The report polishes all the usual arguments. Let’s examine the key ones.

First, the report argues that middle income Australians, rather than high income earners, benefit most from negative gearing:

…negative gearing benefits a range of Australian households by providing all individuals with an opportunity to invest in property, not just those in higher income brackets. Two thirds of property investors who benefit from negative gearing earn a taxable income of less than $80,001 a year. Furthermore, while individuals with incomes higher than $80,001 claim around 42 per cent of the total value of losses on investment property, those earning less than $80,001 a year claim the majority (58 per cent of total value of losses in 2012-13). The data also shows that the majority of investors own only one property and this has not significantly changed over time.

ATO Taxation Statistics show that in 2012-13 there were 1.97 million individuals who owned a rental property, of which around 1.26 million declared a net rental loss.2 Around 67 per cent of those that declare a net rental loss have a taxable income of $80,001 or less.
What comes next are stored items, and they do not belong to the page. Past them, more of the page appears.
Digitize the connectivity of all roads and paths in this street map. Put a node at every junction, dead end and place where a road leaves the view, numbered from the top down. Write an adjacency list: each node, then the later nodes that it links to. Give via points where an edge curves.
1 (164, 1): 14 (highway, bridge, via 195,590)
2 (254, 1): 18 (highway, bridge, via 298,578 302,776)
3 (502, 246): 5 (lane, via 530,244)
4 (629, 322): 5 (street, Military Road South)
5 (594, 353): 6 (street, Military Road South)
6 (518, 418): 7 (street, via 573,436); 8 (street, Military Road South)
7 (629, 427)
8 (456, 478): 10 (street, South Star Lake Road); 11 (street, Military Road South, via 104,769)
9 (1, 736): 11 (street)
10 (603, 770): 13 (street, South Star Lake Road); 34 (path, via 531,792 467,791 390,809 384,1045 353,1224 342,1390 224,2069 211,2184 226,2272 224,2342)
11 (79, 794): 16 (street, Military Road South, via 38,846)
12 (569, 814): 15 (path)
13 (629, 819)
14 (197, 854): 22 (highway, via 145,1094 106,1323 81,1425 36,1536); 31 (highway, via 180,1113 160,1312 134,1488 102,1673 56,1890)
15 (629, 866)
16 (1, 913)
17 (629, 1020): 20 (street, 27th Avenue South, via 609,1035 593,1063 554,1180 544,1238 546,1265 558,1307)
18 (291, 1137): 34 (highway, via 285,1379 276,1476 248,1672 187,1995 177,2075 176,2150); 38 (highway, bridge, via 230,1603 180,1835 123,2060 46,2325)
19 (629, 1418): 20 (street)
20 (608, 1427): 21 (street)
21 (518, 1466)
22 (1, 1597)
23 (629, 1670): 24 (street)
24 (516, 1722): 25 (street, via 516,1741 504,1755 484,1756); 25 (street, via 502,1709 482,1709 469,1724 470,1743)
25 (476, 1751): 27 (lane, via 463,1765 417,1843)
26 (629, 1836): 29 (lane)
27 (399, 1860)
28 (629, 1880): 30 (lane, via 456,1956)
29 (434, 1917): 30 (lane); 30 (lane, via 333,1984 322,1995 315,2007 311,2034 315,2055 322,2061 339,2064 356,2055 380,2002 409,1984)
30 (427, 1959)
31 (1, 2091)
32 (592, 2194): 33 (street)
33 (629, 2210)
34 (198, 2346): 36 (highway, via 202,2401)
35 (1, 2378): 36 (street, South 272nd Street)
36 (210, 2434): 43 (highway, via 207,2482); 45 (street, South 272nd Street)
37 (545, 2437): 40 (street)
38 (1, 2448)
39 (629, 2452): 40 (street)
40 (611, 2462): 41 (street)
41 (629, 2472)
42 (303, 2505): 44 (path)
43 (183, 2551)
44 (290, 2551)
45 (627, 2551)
ScreenHunter_8009 Jun. 29 06.46

The report’s claim is categorically false. Negative gearing is used predominantly by higher income earners.

Taxable income is what is left after legitimate deductions such as negative gearing are accounted for. For example, if someone earning $89,000 a year in 2012-13 claimed the average negative gearing loss of $9,558 that year, then their taxable income would be reduced to $79,442, thus making them appear to be a lower income earner than they actually were, and bringing them within the report’s arbitrary $80,000 threshold.
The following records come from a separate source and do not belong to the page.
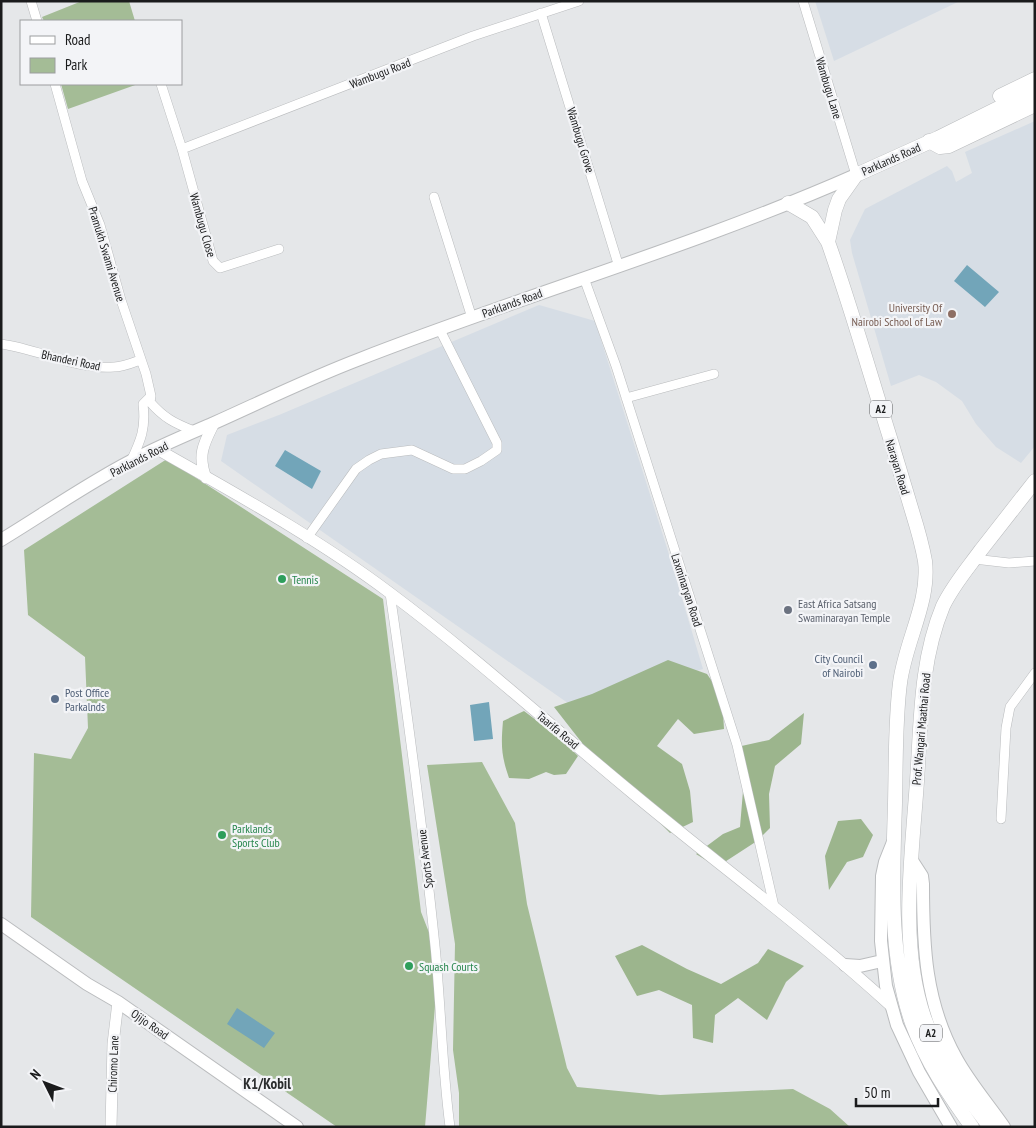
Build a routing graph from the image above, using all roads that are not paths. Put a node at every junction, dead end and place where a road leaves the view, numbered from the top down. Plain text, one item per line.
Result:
1 (31, 1) edge
2 (579, 1) edge
3 (803, 1) edge
4 (541, 13) junction
5 (37, 20) edge
6 (1035, 79) edge
7 (55, 85) edge
8 (160, 85) edge
9 (1035, 90) edge
10 (1035, 105) edge
11 (934, 139) junction
12 (182, 149) junction
13 (856, 175) junction
14 (434, 198) dead end
15 (788, 203) junction
16 (828, 242) junction
17 (279, 250) dead end
18 (619, 266) junction
19 (584, 278) junction
20 (472, 318) junction
21 (440, 330) junction
22 (1, 344) edge
23 (140, 360) junction
24 (714, 374) dead end
25 (151, 396) junction
26 (626, 398) junction
27 (214, 422) junction
28 (194, 431) junction
29 (157, 449) junction
30 (131, 461) junction
31 (206, 478) junction
32 (1035, 481) edge
33 (307, 538) junction
34 (1, 540) edge
35 (974, 559) junction
36 (1035, 561) edge
37 (925, 578) joint
38 (390, 592) junction
39 (1035, 673) edge
40 (1001, 820) dead end
41 (894, 839) junction
42 (912, 858) junction
43 (774, 906) junction
44 (1, 924) edge
45 (882, 961) junction
46 (845, 965) junction
47 (118, 1002) junction
48 (891, 1006) junction
49 (286, 1123) edge
50 (111, 1127) edge
51 (297, 1127) edge
52 (450, 1127) edge
53 (951, 1127) edge
54 (972, 1127) edge
55 (990, 1127) edge
56 (1004, 1127) edge

1 - 5 street
2 - 4 street, Wambugu Road
3 - 13 street, Wambugu Lane
4 - 12 street, Wambugu Road
4 - 18 street, Wambugu Grove
6 - 11 main road
7 - 23 street, Pramukh Swami Avenue
8 - 12 street
9 - 11 main road, Parklands Road / A2
10 - 11 main road
11 - 13 main road, Parklands Road / A2
12 - 17 street, Wambugu Close
13 - 15 main road, Parklands Road
13 - 16 main road, A2
14 - 20 street
15 - 16 main road
15 - 18 main road, Parklands Road
16 - 37 main road, Narayan Road / A2
18 - 19 main road, Parklands Road
19 - 20 main road, Parklands Road
19 - 26 street, Laxminaryan Road
20 - 21 main road, Parklands Road
21 - 27 main road, Parklands Road
21 - 33 street
22 - 23 street, Bhanderi Road
23 - 25 street, Pramukh Swami Avenue
24 - 26 street
25 - 28 street, Pramukh Swami Avenue
25 - 30 street
26 - 43 street, Laxminaryan Road
27 - 28 main road, Parklands Road
27 - 31 street
28 - 29 main road, Parklands Road
29 - 30 main road, Parklands Road
29 - 31 street, Taarifa Road
30 - 34 main road, Parklands Road
31 - 33 street, Taarifa Road
32 - 35 main road, Prof. Wangari Maathai Road / A2
33 - 38 street, Taarifa Road
35 - 36 street
35 - 42 main road, Prof. Wangari Maathai Road / A2
37 - 41 main road, Prof. Wangari Maathai Road / A2
38 - 43 street, Taarifa Road
38 - 52 street, Sports Avenue
39 - 40 street
41 - 45 main road, Prof. Wangari Maathai Road
41 - 54 main road, Prof. Wangari Maathai Road / A2
42 - 55 main road, Prof. Wangari Maathai Road / A2
42 - 56 main road, Prof. Wangari Maathai Road
43 - 46 street, Taarifa Road
44 - 47 main road, Ojijo Road
45 - 46 main road
45 - 48 main road, Prof. Wangari Maathai Road
46 - 48 street, Taarifa Road
47 - 49 main road, Ojijo Road
47 - 50 street, Chiromo Lane
48 - 53 main road, Prof. Wangari Maathai Road
49 - 51 main road, Ojijo Road

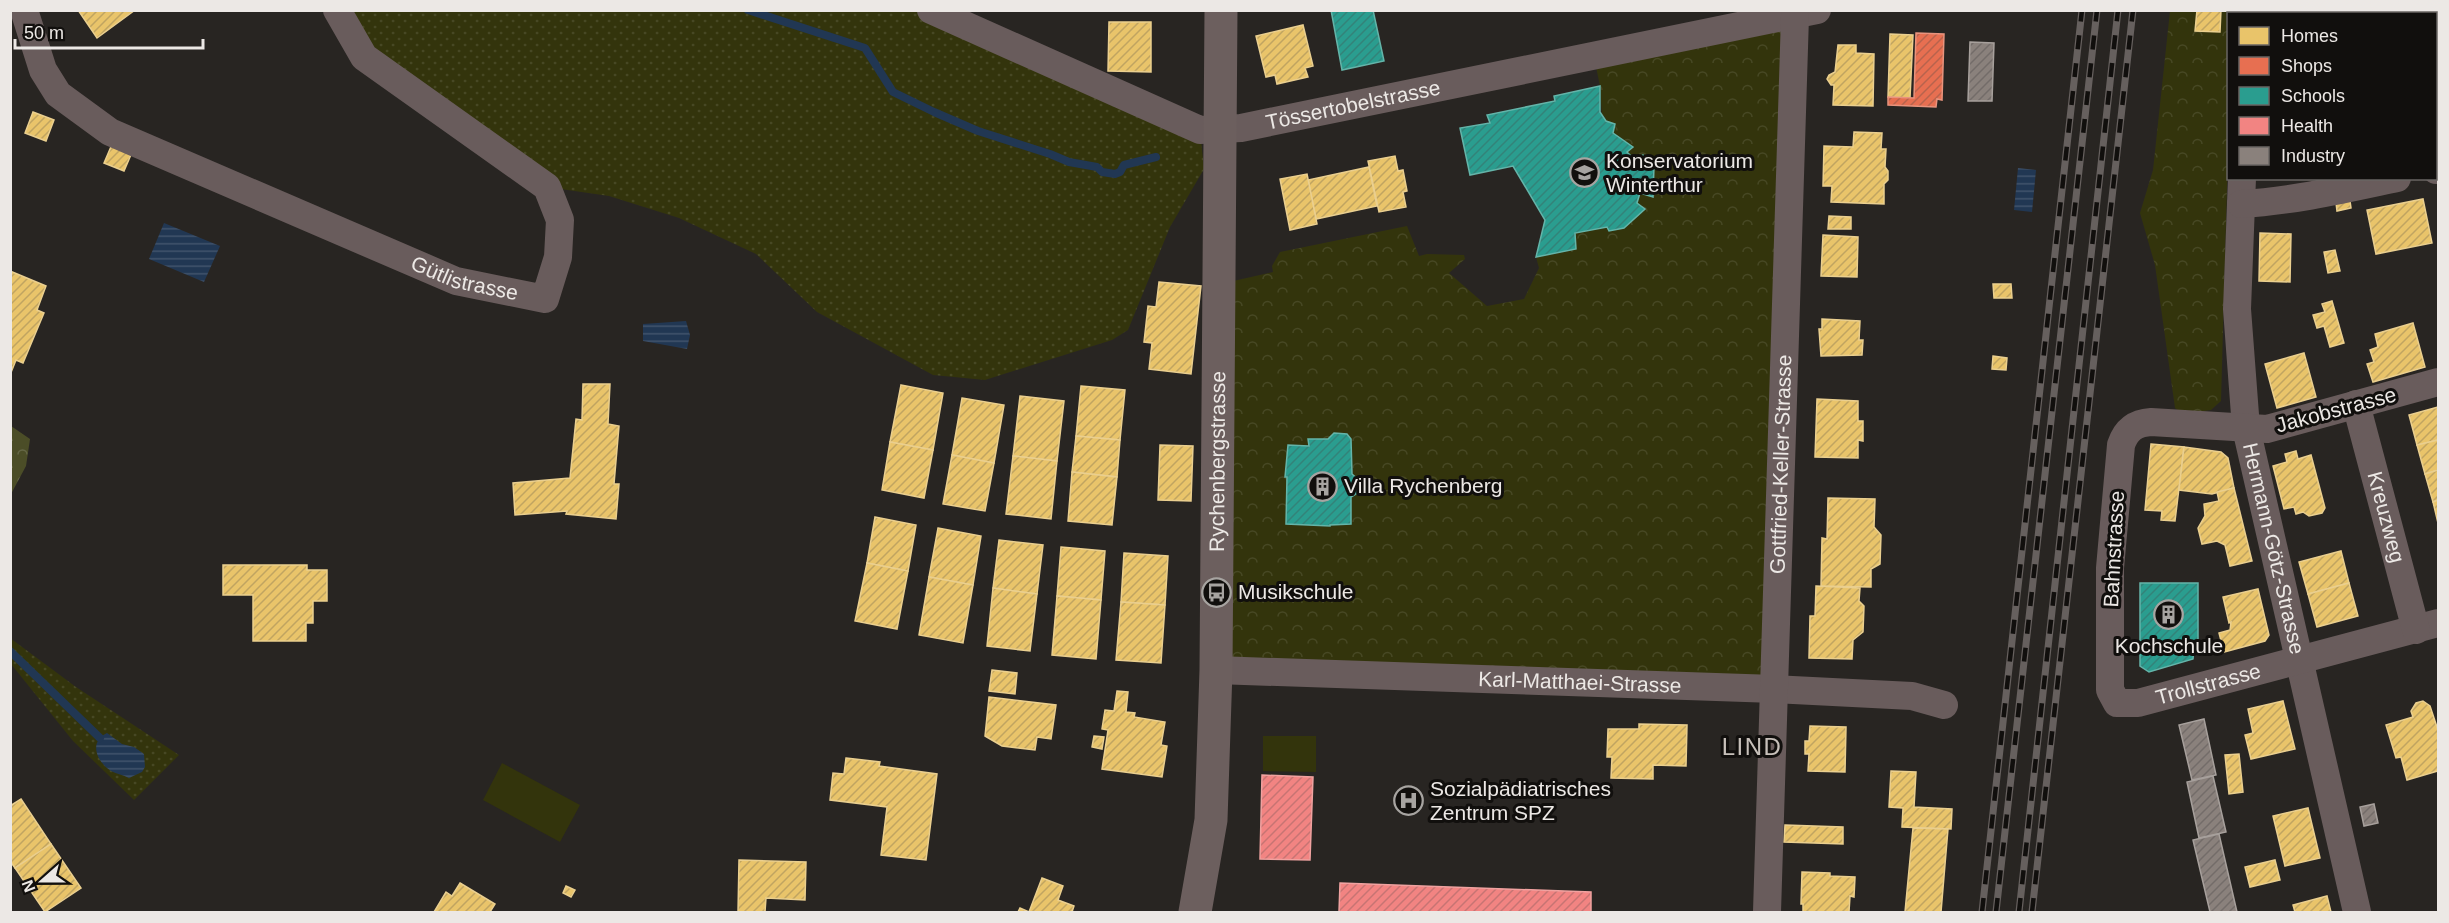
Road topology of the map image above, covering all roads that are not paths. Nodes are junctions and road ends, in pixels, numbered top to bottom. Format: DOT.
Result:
graph roads {
  1 [pos="24,10"];
  2 [pos="337,10"];
  3 [pos="931,10"];
  4 [pos="1221,10"];
  5 [pos="1806,13"];
  6 [pos="1221,130"];
  7 [pos="2387,180"];
  8 [pos="2242,191"];
  9 [pos="2439,382"];
  10 [pos="2356,404"];
  11 [pos="2160,422"];
  12 [pos="2246,428"];
  13 [pos="2427,627"];
  14 [pos="2301,662"];
  15 [pos="1216,670"];
  16 [pos="1775,689"];
  17 [pos="2117,703"];
  18 [pos="1944,705"];
  19 [pos="1195,912"];
  20 [pos="1767,912"];
  21 [pos="2357,912"];
  1 -- 2 [label="street, Gütlistrasse"];
  3 -- 6 [label="street, Tössertobelstrasse"];
  4 -- 6 [label="street, Rychenbergstrasse"];
  5 -- 6 [label="street, Tössertobelstrasse"];
  5 -- 16 [label="street, Gottfried-Keller-Strasse"];
  6 -- 15 [label="street, Rychenbergstrasse"];
  7 -- 8 [label="street"];
  8 -- 12 [label="street, Hermann-Götz-Strasse"];
  9 -- 10 [label="street, Jakobstrasse"];
  10 -- 12 [label="street, Jakobstrasse"];
  10 -- 13 [label="street, Kreuzweg"];
  11 -- 12 [label="street, Jakobstrasse"];
  11 -- 17 [label="street, Bahnstrasse"];
  12 -- 14 [label="street, Hermann-Götz-Strasse"];
  13 -- 14 [label="street, Trollstrasse"];
  14 -- 17 [label="street, Trollstrasse"];
  14 -- 21 [label="street, Hermann-Götz-Strasse"];
  15 -- 16 [label="street, Karl-Matthaei-Strasse"];
  15 -- 19 [label="street, Rychenbergstrasse"];
  16 -- 18 [label="street, Karl-Matthaei-Strasse"];
  16 -- 20 [label="street, Gottfried-Keller-Strasse"];
}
Moreover, the average taxable income in 2012-13 was only $55,228. Therefore, the paper’s $80,000 threshold for a middle income earner is blatantly mis-leading, since it it nearly 50% above the average taxable income level.

If it was true that middle income earners were the primary users of negative gearing, then we would expect to see the majority of users earn less than the average.

However, the ATO statistics clearly show that 55% of negatively geared investors in 2012-13 earned above the average taxable income level (see next chart).

ScreenHunter_7922 Jun. 22 14.18

The ATO statistics for 2012-13 also shows that the number of negatively geared taxpayers was significantly under-represented at the lower taxable income levels and over-represented at the higher taxable income levels (see next chart).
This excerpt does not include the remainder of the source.